There are arguably many ways to get to 100% green power for a data centre. You can put it where all the power generated is green, such as in Iceland. Or you can buy RECs, renewable energy certificates, to offset all the electricity you get from the traditional grid.
But Apple has embarked on an ambitious, and far from easy, task of building a new data centre in Maiden, North Carolina, that will be powered by 100% green energy, and not by any of the aforementioned methods. Instead, Apple has laid out a blueprint that combines a number of initiatives, including on-site generation, energy efficiency, and renewable energy sourcing, to achieve its 100% green goal.
The plans are significant, because it effectively represents the first 100% green data centre in more or less real world, albeit perhaps financially distorted, conditions – since Apple has the money to build a facility from scratch and to acquire enough land to build its own solar farm.
In terms of onsite generation, Apple says it will be able to generate about 60% of the projected 20MW needed to power the data centre from its own solar farm.
“We’re currently building two solar array installations in and around Maiden. These sites use high-efficiency solar cells and an advanced solar tracking system,” the company said on a dedicated page on the project. “A 100-acre, 20-megawatt installation on the same site as our data center will produce 42 million kilowatt-hours (kWh) of energy annually. A 100-acre site located a few miles away will produce another 42 million kWh. Together that’s 84 million kWh of clean, renewable energy supplied annually. When our bio-gas-powered 5-megawatt fuel cell installation comes online later this year, it will provide more than 40 million kWh of renewable energy annually. This means Apple will be producing enough onsite renewable energy — 124 million kWh — to power the equivalent of 10,874 homes.”
Obviously, not many companies out there can easily justify the purchase of 200 acres of land and the solar panels to fit them out, but what Apple’s project represents is a proof of concept that such an endeavour is possible.
Direct access green power
But Apple doesn’t stop there. To power the remaining 40% of the Maiden facility, Apple will seek renewable energy from third party supplier. But instead of simply going out and buying RECs, which does not necessarily mean the power it is buying is from green sources, simply that an equivalent amount of green power is being generated somewhere, Apple is very specific about how it is going about buying green power.
According to Apple, it will be “directly purchasing clean, renewable energy generated by local and regional sources.” This is a paramount phase because it means that Apple will be buying energy that is in fact generated by renewable sources such as wind, solar, and bio-gas. Also, the fact it specifies ‘local and regional sources,’ means that it is supporting local green power initiatives, and consuming what is generated. This also minimises any losses to the power during long distance transmission.

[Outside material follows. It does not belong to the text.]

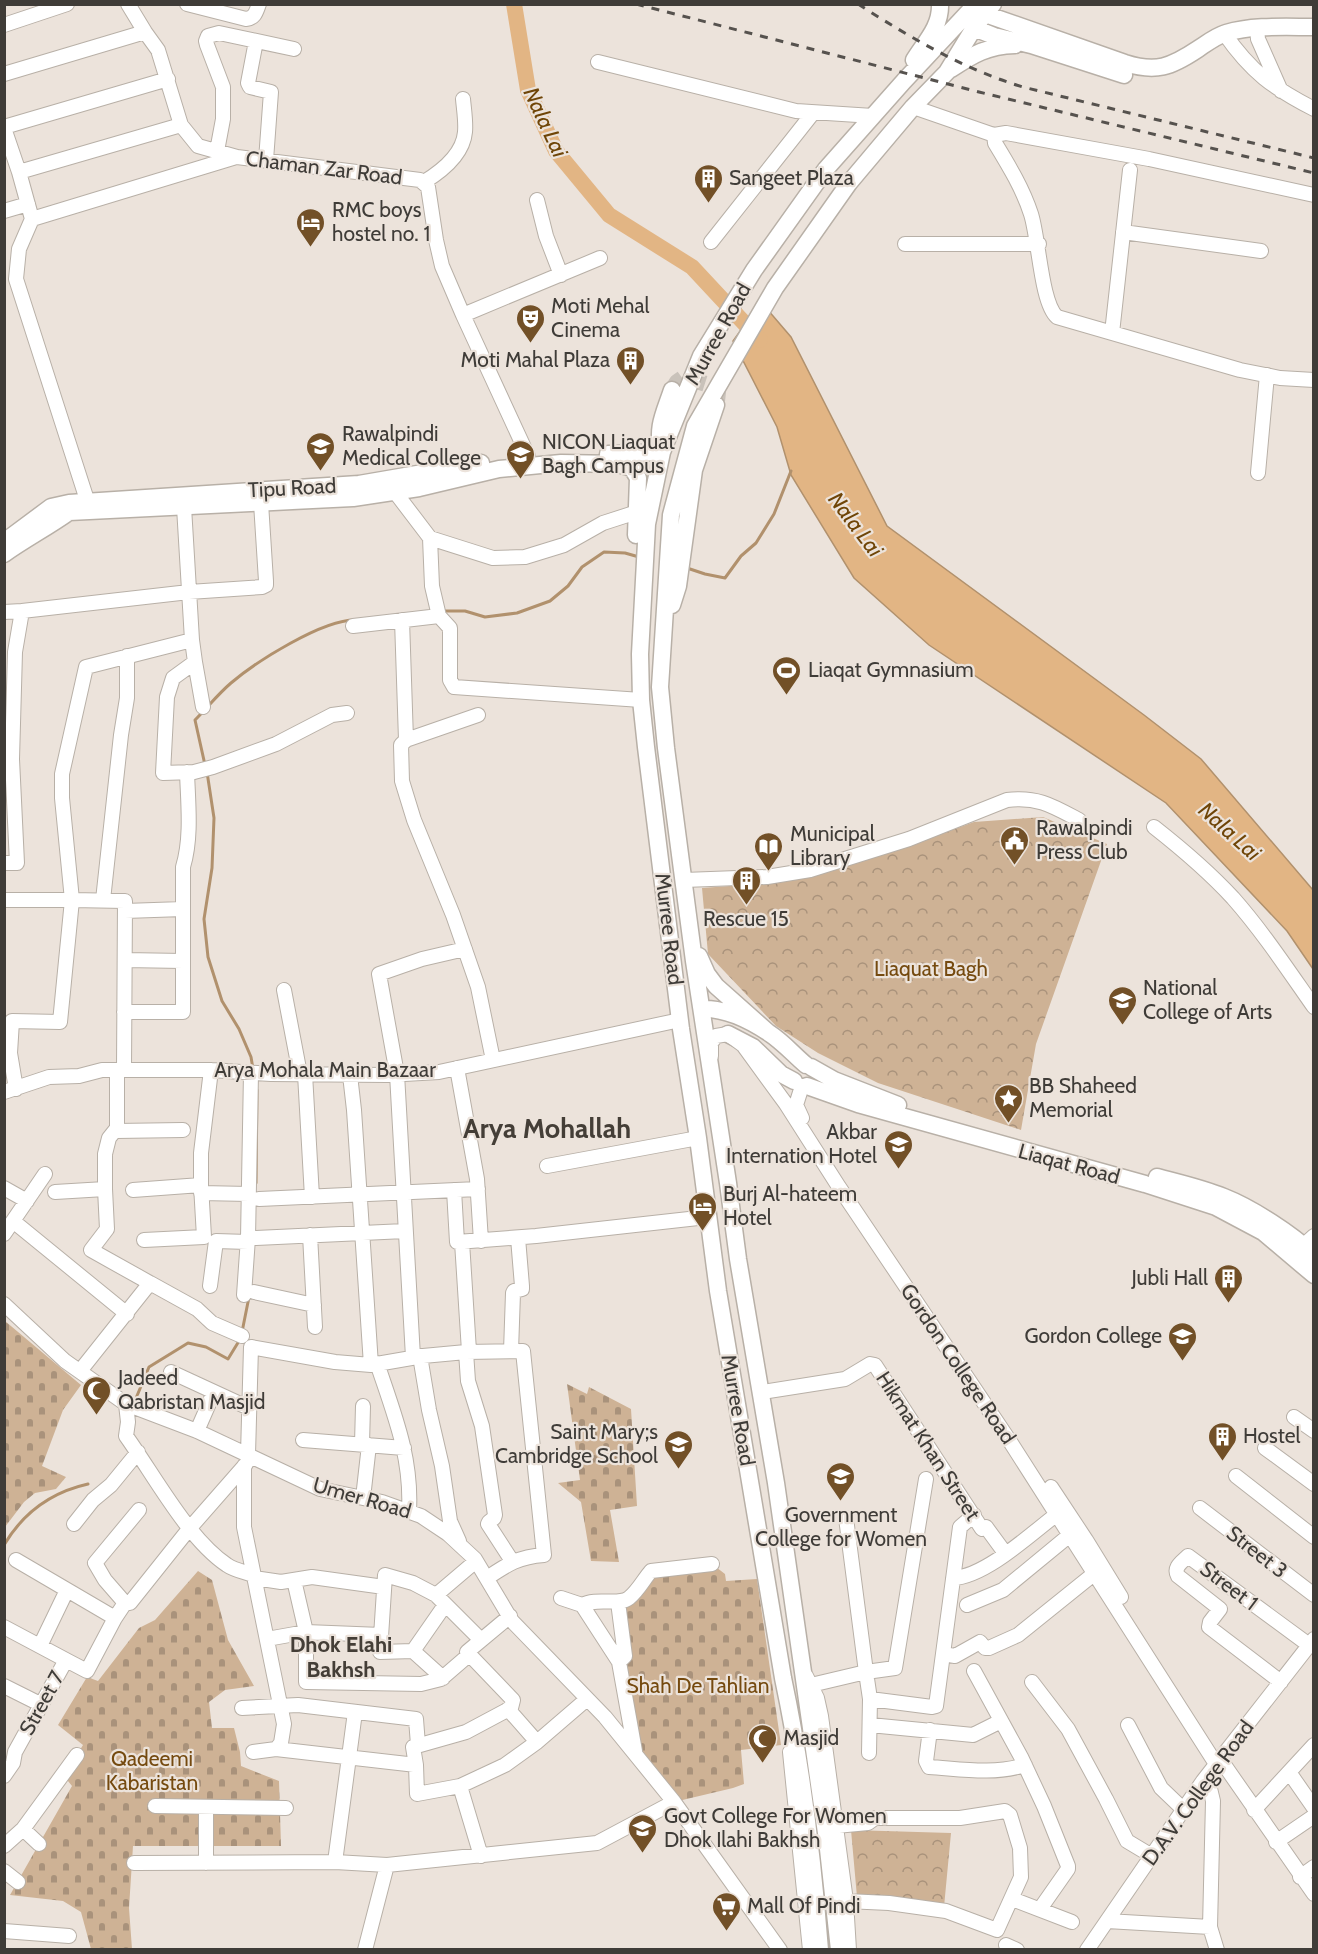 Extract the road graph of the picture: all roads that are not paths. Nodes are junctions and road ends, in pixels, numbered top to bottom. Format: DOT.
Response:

“Directly purchasing clean local energy gives us the flexibility to meet our needs over time, helps us to ensure that our sources are reputable and responsible, and encourages local investment in renewable projects such as wind, solar, and bio-gas power in locations best suited for these resources,” the company said. “Adding renewable energy sources like these displaces dirtier energy sources from the grid. We’re also partnering with NC GreenPower — an independent, nonprofit organization created by the North Carolina Utilities Commission — to increase local renewable energy production throughout North Carolina. Today Apple’s largest project with NC GreenPower is helping the local landfill in Catawba County (located just three miles from the Maiden data center) to generate electricity using their waste methane gas.”
In addition to relying entirely on renewable energy, Apple will also minimise the energy requirements of the Maiden facility through a number of energy efficient measures. These include the use of a chilled water storage system to improve chiller efficiency by transferring 10,400 kWh of electricity consumption from peak to off-peak hours each day, the use of ‘free’ outside air cooling through a waterside economiser, a precision cool air distribution system, and cold air containment pods, a higher voltage power distribution to lessen losses, efficient LED lighting with motion sensors, and real time power monitoring for maximum efficiency. Apple has even gone as far as to put in a white roof to maximum solar reflectivity.
What’s important to remember is that each of these things are necessary parts to achieving Apple’s goal and each will take a lot of work, in terms of man hours, investment, logistics, operational complexity, and no doubt many other elements. Those are the challenges. That’s what it will take to get to zero carbon emissions for the data centre industry.
For Apple’s part, the Maiden site is not its first 100% green site. According to the company, its operations centres in Austin, Texas, Sacramento, California, and Cork, Ireland, as well as its Munich, Germany facility are also zero emission sites.
Apple is also planning to green two more data centres, a new one in Prineville, Oregon, and an existing site in Newark, California. For these sites, Apple will rely primarily on local direct access renewable energy.